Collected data
▬▬▬▬▬▬
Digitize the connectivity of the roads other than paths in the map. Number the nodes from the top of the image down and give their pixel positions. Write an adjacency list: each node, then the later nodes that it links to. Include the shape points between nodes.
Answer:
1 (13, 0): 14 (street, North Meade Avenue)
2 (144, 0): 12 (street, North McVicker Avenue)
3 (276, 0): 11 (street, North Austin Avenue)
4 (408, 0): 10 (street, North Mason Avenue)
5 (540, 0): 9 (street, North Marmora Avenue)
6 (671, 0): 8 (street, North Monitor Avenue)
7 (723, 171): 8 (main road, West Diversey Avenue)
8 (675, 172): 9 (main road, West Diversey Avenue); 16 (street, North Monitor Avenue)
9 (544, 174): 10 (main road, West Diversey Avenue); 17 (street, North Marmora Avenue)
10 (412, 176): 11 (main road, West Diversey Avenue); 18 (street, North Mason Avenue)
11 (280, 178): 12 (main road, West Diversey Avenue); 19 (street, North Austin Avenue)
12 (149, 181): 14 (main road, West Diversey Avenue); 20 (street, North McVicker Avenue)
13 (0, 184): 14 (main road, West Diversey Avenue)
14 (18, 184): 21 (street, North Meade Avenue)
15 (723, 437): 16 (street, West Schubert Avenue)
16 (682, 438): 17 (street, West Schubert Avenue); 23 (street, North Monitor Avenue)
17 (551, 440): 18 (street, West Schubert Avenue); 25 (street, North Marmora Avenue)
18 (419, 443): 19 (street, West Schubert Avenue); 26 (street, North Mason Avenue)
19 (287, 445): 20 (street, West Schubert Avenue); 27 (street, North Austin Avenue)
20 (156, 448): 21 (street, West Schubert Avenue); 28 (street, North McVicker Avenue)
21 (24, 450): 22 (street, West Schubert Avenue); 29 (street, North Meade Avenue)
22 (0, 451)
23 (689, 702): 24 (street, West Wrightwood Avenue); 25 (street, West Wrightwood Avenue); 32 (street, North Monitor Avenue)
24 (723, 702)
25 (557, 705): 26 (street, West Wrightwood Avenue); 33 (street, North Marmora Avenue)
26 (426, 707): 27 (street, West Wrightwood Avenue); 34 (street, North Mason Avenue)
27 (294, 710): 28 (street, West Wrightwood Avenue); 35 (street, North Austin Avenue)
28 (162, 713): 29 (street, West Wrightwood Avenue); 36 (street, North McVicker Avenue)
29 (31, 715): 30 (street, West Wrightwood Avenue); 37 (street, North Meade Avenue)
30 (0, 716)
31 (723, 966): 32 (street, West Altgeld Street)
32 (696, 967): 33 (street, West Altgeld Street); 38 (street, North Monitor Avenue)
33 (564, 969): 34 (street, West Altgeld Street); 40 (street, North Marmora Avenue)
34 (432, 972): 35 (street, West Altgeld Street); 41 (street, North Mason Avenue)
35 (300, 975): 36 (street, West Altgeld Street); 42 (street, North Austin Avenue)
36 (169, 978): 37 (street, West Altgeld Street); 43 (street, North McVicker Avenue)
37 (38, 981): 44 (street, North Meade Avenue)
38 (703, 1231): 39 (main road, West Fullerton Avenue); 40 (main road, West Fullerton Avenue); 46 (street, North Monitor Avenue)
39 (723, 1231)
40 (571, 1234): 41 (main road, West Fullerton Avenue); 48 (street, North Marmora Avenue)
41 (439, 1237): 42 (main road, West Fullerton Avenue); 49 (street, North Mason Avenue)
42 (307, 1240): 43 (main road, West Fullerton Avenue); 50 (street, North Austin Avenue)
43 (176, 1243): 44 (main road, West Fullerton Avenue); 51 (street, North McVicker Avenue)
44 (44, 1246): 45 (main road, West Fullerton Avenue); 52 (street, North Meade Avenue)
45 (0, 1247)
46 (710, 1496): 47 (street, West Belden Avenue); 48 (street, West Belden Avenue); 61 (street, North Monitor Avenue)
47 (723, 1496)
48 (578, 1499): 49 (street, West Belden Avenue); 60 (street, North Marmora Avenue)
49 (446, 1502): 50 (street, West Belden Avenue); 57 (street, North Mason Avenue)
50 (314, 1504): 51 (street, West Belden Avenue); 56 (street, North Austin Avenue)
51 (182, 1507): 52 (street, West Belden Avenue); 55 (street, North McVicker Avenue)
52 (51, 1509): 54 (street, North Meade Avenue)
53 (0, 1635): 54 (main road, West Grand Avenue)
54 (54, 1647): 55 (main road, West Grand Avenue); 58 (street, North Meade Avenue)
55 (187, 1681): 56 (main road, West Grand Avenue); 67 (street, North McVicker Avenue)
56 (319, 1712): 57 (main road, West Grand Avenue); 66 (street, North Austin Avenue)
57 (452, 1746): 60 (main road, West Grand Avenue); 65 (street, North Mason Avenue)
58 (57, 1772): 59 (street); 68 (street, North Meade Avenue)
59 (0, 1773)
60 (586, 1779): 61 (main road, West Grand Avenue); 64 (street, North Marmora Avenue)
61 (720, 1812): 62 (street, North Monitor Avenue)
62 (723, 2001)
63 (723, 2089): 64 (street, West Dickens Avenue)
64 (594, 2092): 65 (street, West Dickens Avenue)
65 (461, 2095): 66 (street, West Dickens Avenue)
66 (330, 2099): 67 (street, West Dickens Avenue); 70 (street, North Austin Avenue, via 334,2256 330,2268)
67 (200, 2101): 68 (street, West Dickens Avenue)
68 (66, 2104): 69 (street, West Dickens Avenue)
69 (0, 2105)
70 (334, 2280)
▬▬▬▬▬▬
### WORK INSTRUCTION
Lines from the entries that contain the word "Schubert" are what the answer must hold.

### ANSWER TO THE PROBLEM
15 (723, 437): 16 (street, West Schubert Avenue)
16 (682, 438): 17 (street, West Schubert Avenue); 23 (street, North Monitor Avenue)
17 (551, 440): 18 (street, West Schubert Avenue); 25 (street, North Marmora Avenue)
18 (419, 443): 19 (street, West Schubert Avenue); 26 (street, North Mason Avenue)
19 (287, 445): 20 (street, West Schubert Avenue); 27 (street, North Austin Avenue)
20 (156, 448): 21 (street, West Schubert Avenue); 28 (street, North McVicker Avenue)
21 (24, 450): 22 (street, West Schubert Avenue); 29 (street, North Meade Avenue)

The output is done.